As everyone expected, scammers are attempting to cash in on the mass hysteria currently surrounding the WannaCry ransomware outbreak, a mass-infection took place over the weekend of May 12 and 14, and whose effects we still feel today.
While the WannaCry attacks have been stopped thanks to a British researcher named MalwareTech, the ransomware's virulent attacks have made everyone take notice.
Following the original outbreak, people and organizations have been busy patching fearing they might be the next WannaCry victim if ever the ransomware's authors would come back with a version that didn't feature a "kill switch" domain.
Incorrect news articles and companies selling shady backup products and security scanners have contributed to this never-ending mass hysteria, keeping the threat of an impending WannaCry attack in the minds of non-technical users.
With so many people aware of what WannaCry is and what are its consequences, it comes to no surprise that scammers are now using a (predictable) WannaCry lure for their operations.
Let's take the site below, which is one of the many tech support sites we can find online today, themed around the WannaCry lure.
Many of our tech-savvy users would believe that it's almost impossible to fall for such a silly message. The reality, sadly, is very different, as there are still many impressionable and gullible people that believe everything they read online.
There's a reason why these sites are still around, and that's because they're still effective at making money for their owners.
In an alert issued yesterday, the UK's National Crime Agency (NCA) warned users against these types of scams, confirming that at least one UK victim fell for one such scam.
One victim fell for the scam after calling a ‘help’ number advertised on a pop up window. The window which wouldn’t close said the victim had been affected by WannaCry Ransomware.
The victim granted the fraudsters remote access to their PC after being convinced there wasn’t sufficient anti-virus protection. The fraudsters then installed Windows Malicious Software Removal Tool, which is actually free and took £320 as payment.
It is important to remember that Microsoft’s error and warning messages on your PC will never include a phone number.
Additionally Microsoft will never proactively reach out to you to provide unsolicited PC or technical support. Any communication they have with you must be initiated by you.
Sadly, this wasn't the only alert the NCAA issued regarding WannaCry-related scams. Last week, the agency also warned against a campaign of fake BT emails that were peddling security upgrades, with the aim of phishing payment card data from BT clients who were fearing a WannaCry infection.
In addition, Virgin Media users have been complaining about receiving similar emails as well.
But the WannaCry hysteria hasn't stopped here. Android users are as much as a target as regular Windows users, even if the WannaCry ransomware is a Windows-only threat.
A quick search of the Google Play Store reveals tens of apps playing on the WannaCry theme.
All of these are benign, such as apps for playing pranks on friends by showing a fake WannaCry ransom screen on your phone. Other apps are useless, like the so-called "guide apps," which only show some boring text with information on WannaCry's mode of operation.

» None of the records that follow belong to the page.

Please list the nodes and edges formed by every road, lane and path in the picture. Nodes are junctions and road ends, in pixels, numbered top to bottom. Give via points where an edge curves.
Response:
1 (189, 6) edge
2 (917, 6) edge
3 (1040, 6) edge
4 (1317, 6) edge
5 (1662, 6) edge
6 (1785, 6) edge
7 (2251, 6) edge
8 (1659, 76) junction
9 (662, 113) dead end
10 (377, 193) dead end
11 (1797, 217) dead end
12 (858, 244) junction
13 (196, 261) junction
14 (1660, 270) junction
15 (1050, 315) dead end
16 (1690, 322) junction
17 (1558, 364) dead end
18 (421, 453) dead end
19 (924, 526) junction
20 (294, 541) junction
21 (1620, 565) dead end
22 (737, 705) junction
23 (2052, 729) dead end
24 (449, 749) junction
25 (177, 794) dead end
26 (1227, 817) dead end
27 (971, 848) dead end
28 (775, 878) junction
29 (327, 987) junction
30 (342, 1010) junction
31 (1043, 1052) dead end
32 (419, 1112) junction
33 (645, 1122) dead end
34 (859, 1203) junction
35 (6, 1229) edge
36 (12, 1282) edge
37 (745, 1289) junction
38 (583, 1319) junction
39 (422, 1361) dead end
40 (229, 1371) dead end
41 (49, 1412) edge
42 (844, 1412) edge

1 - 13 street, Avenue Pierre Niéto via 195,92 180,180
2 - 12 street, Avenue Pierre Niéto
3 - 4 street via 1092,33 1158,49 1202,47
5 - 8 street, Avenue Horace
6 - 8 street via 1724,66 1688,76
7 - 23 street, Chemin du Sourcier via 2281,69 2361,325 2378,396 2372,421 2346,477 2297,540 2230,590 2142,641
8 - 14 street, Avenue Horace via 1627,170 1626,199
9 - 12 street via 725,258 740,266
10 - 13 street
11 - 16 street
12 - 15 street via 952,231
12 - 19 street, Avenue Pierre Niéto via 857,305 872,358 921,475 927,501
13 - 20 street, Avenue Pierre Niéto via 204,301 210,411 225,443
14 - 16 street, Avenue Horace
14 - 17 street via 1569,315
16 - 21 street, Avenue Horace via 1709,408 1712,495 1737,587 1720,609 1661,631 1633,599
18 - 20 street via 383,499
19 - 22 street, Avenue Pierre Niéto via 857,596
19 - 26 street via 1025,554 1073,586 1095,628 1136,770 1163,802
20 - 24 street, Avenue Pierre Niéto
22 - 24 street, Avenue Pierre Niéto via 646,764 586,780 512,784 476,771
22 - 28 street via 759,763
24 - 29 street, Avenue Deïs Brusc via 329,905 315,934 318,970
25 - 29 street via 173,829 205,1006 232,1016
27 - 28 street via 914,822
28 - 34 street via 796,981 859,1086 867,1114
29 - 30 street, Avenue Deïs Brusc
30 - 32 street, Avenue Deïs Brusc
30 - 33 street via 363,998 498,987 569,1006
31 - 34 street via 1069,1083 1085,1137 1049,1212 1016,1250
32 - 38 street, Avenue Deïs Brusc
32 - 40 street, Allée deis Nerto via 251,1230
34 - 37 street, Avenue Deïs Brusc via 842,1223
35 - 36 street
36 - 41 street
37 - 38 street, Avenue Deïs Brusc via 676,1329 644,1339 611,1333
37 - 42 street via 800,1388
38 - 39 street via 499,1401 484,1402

All these apps also show ads, which is most likely their primary role, at least from the developer's viewpoint.
Nonetheless, there's a class of apps which are straightforward scams. These apps are mimicking antivirus scanners that claim they can detect, remove, and protect against WannaCry infections. This is a blatant and obvious lie, as WannaCry doesn't infect Android devices.
These apps are also vessels for showing ads, and some of them are useless, as they don't do anything except show some animations, print fake scan results, and show giant banner ads whenever they can.
In one weird case, Fernando Ruiz, security researcher for McAfee, said today he encountered one of these WannaCry scanners that was so bad at its job that it detected itself as a "medium risk" threat.
While these Android apps don't attempt to scam users out of their money, only showing ads so their developer can profit, it's a good idea to remain vigilant to any WannaCry alerts coming from web pages, mobile apps, or emails.
While antivirus products aren't perfect, and some of them took a while to add support for detecting WannaCry infections, they're still way better at detecting WannaCry infections than a shady website with never-ending popups.